Regarding the bilge pipes, you can see figure 1 below. As you will notice, there is an elaborate system of pipes which run through the bilges in all areas of the ship. The symbols for the various objects shown in the diagram are as follows
- Inverted triangle – mud boxes
- Circles – non return bilge valves
- Circles with a line diametrically across it – flap valves non return
- Thick dots – sounding pipes
The bilge injection valve can be seen towards the bottom of the image somewhere towards the left hand side of the centre portion. The various pumps shown in the picture consist of
- Bilge pump
- General Service pump
- Sanitary pump
- Ballast pump
The various areas of the ship have means for suction through some pump or the other and most of the pumps and pipes are interconnected and can be used appropriately as the situation demands either in routine operations or emergency situations.
Similarly the diagram in figure 2 shows the piping arrangement for the deep tanks of the ship, which are also known as double bottom or db tanks. These are mainly used for ballasting procedures. If you are wondering why are these pipelines not in common which will save cost and equipment; I must tell you that this is mandatory as per IMO regulations that the bilge pipes cannot pass through the DB tanks and they have to be a part of a separate system. In case there is a common pump it should have appropriate isolating arrangement in terms of non return valves or one way cocks.
One such is shown in the diagram and you can notice that it has two pipe connections to it, one for suction and the other for discharge of the sea water. Similarly the ballast pumps can either take water from the sea for delivery to the deep tanks or vice versa depending on whether the ballasting or deballasting operation is required to be performed.
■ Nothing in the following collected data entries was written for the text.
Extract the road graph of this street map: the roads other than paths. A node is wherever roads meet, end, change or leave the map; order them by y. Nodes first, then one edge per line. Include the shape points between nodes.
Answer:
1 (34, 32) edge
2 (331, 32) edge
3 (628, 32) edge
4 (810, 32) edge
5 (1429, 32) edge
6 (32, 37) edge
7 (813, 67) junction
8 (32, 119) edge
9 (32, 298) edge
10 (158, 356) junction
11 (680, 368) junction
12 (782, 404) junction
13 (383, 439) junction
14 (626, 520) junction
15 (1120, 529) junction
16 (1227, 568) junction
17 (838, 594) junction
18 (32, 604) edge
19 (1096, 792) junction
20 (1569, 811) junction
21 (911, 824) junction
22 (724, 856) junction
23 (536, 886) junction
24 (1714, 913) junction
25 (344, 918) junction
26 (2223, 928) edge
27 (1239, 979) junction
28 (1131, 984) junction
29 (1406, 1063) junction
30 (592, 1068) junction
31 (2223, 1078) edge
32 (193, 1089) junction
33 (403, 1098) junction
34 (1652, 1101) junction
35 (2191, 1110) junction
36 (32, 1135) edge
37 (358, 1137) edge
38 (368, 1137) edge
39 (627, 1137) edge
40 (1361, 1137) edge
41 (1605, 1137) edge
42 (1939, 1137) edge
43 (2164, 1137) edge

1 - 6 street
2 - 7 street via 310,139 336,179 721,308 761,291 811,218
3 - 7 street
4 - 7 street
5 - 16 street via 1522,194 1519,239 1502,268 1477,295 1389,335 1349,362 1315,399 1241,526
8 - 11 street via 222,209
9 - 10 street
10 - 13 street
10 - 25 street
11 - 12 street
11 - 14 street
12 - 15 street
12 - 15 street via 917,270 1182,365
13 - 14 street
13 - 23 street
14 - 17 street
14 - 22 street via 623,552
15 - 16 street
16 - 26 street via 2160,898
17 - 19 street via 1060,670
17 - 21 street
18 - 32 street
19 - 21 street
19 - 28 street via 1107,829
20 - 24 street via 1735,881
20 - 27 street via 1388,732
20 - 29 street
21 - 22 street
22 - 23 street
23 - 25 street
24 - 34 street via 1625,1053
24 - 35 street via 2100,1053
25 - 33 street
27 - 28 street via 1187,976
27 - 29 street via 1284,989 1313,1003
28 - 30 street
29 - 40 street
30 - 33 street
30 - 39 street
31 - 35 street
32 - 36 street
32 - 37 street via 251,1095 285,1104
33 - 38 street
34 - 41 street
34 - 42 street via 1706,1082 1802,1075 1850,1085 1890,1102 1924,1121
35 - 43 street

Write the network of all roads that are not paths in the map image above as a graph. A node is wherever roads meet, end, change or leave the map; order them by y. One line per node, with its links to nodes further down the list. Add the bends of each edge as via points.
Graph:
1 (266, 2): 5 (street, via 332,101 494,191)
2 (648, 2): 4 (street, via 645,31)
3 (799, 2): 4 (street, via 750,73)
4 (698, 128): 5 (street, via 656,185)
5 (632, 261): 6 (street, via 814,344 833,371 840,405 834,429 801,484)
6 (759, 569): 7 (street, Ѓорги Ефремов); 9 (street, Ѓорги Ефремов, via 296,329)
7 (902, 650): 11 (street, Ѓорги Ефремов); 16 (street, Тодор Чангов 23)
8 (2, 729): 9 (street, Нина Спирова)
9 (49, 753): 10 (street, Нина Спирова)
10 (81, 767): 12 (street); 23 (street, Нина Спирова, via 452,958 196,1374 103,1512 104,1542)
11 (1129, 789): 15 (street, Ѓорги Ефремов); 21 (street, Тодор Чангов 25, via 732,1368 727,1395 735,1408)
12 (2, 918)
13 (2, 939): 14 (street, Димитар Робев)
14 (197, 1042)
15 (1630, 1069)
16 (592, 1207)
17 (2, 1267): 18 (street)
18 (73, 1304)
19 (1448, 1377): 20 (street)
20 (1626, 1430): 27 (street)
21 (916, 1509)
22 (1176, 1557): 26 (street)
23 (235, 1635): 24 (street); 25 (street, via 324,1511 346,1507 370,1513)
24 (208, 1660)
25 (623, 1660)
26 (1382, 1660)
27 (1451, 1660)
An important rule which always needs to be followed in laying down the ballast piping arrangement is that there should not be any possibility of the ballast water to gain access to areas which carry dry cargo. Similarly regulations also state that there should be ample provision to ensure that the water ballast and the fuel of the ship are always isolated from one another.
Last but not least, I must say that since there are so many types of ships which are used for different purposes, it is not easy to generalize the piping systems in all of them. The above described features fit most aptly on cargo vessels though other type of ships are not much different at least in principle if not in the actual layout of the pipelines.